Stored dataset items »
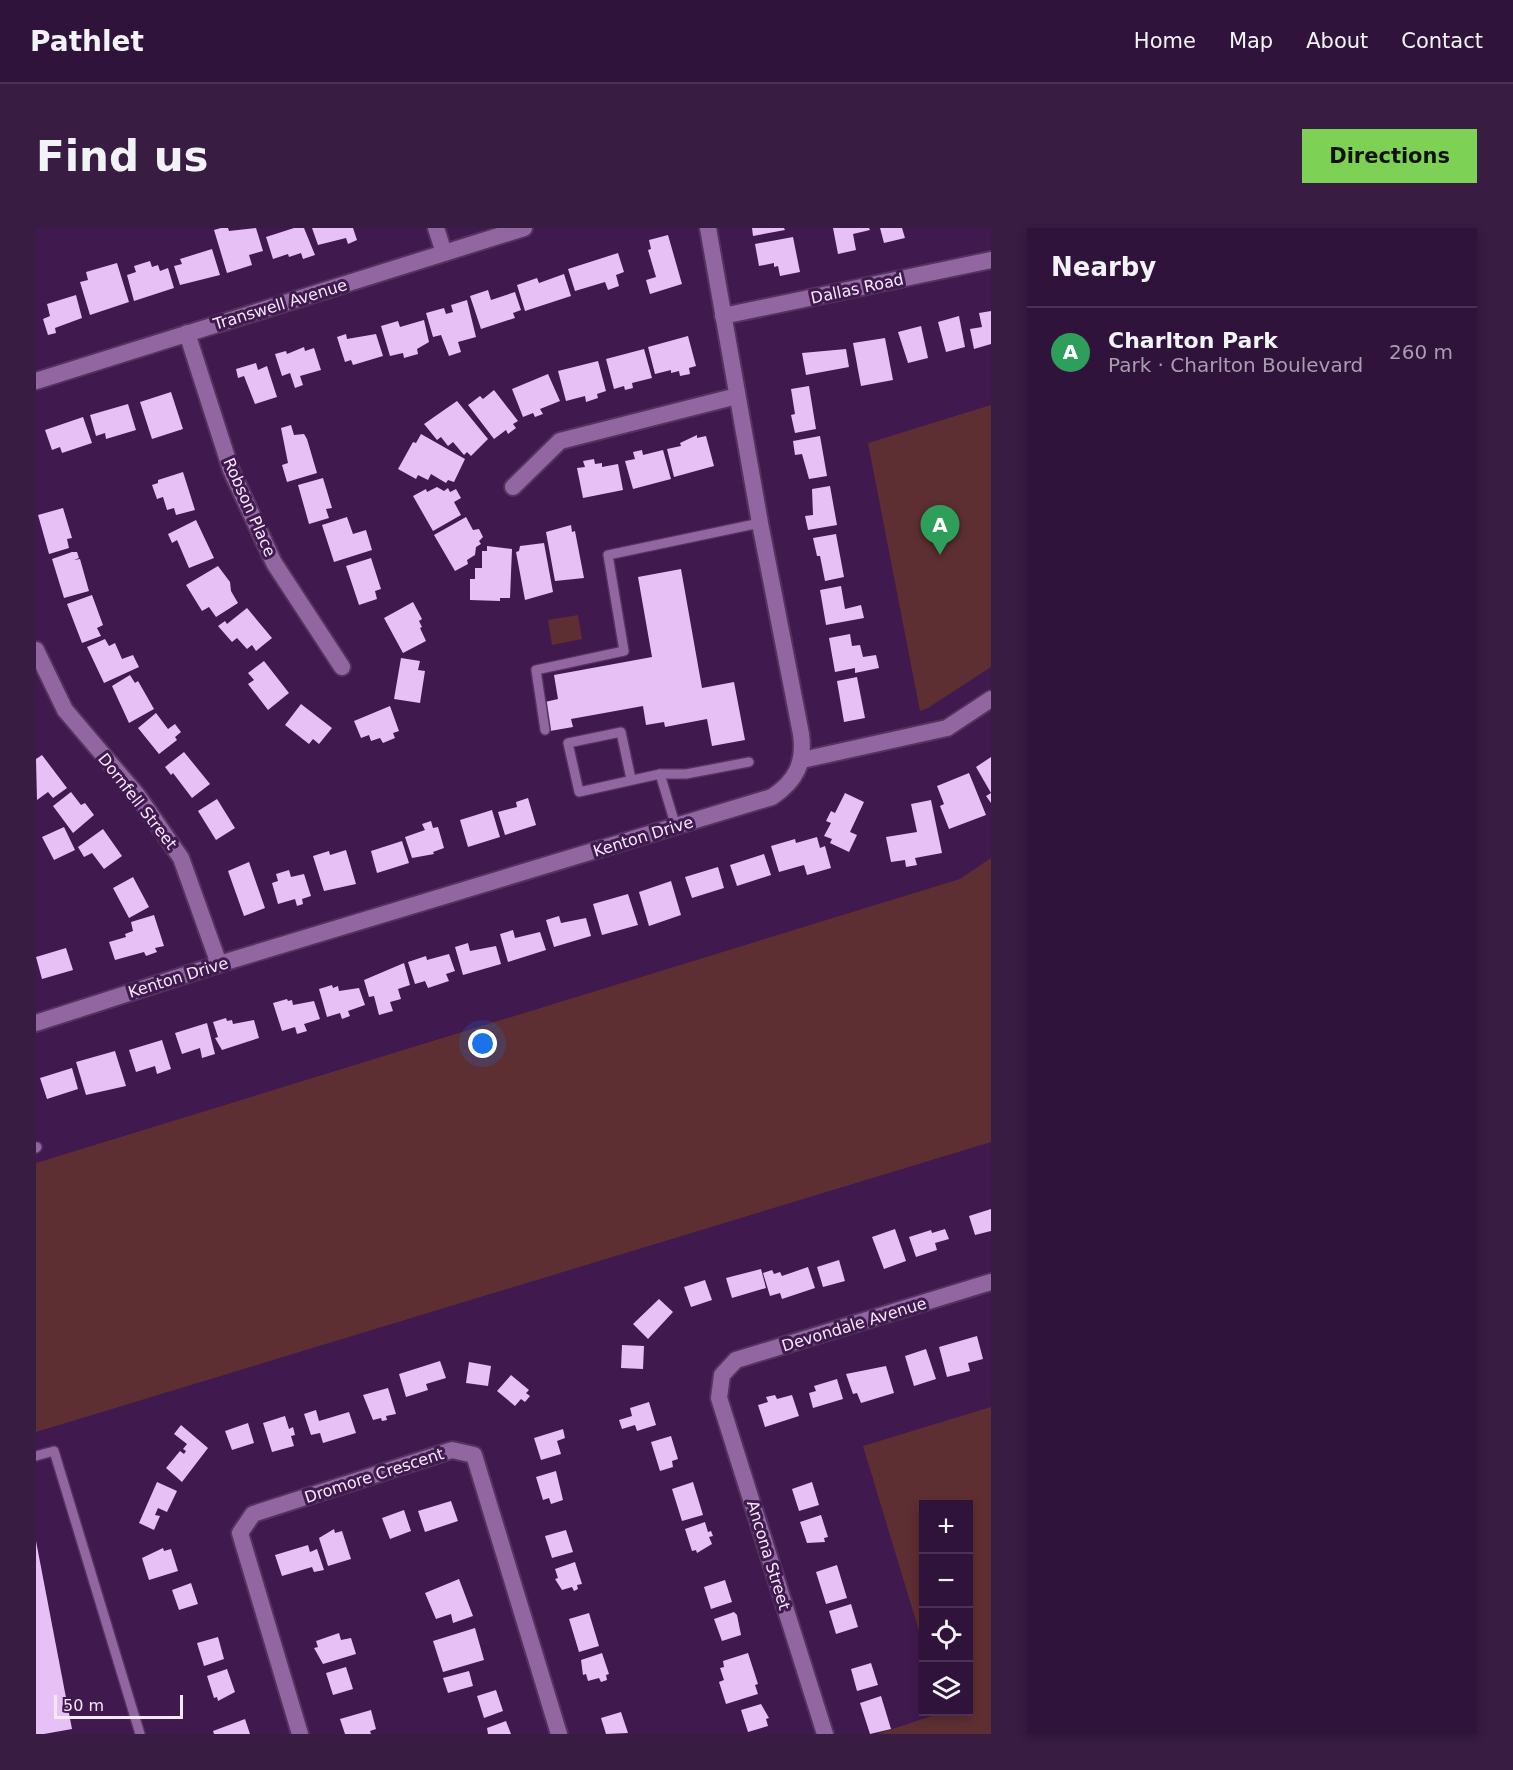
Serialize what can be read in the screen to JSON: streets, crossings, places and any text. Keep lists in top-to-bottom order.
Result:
{
  "streets": {
    "street": [
      "Dallas Road",
      "Transwell Avenue",
      "Robson Place",
      "Dornfell Street",
      "Kenton Drive",
      "Devondale Avenue",
      "Dromore Crescent",
      "Ancona Street"
    ]
  },
  "crossings": [
    ["Transwell Avenue", "Robson Place"],
    ["Dornfell Street", "Kenton Drive"],
    ["Devondale Avenue", "Ancona Street"]
  ],
  "scale_bar": "50 m",
  "page": {
    "header": "Pathlet",
    "nav": [
      "Home",
      "Map",
      "About",
      "Contact"
    ],
    "buttons": "Directions",
    "title": "Find us",
    "heading": "Nearby",
    "list": [
      {
        "mark": "A",
        "name": "Charlton Park",
        "note": "Park · Charlton Boulevard",
        "value": "260 m"
      }
    ],
    "pins": "A",
    "map_buttons": ["+", "−"],
    "scale": "50 m"
  }
}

INSTRUCTIONS TO FOLLOW »
Retype the whole of the data verbatim. Skip every picture.

EXERCISE OUTPUT »
Serialize what can be read in the screen to JSON: streets, crossings, places and any text. Keep lists in top-to-bottom order.
Result:
{
  "streets": {
    "street": [
      "Dallas Road",
      "Transwell Avenue",
      "Robson Place",
      "Dornfell Street",
      "Kenton Drive",
      "Devondale Avenue",
      "Dromore Crescent",
      "Ancona Street"
    ]
  },
  "crossings": [
    ["Transwell Avenue", "Robson Place"],
    ["Dornfell Street", "Kenton Drive"],
    ["Devondale Avenue", "Ancona Street"]
  ],
  "scale_bar": "50 m",
  "page": {
    "header": "Pathlet",
    "nav": [
      "Home",
      "Map",
      "About",
      "Contact"
    ],
    "buttons": "Directions",
    "title": "Find us",
    "heading": "Nearby",
    "list": [
      {
        "mark": "A",
        "name": "Charlton Park",
        "note": "Park · Charlton Boulevard",
        "value": "260 m"
      }
    ],
    "pins": "A",
    "map_buttons": ["+", "−"],
    "scale": "50 m"
  }
}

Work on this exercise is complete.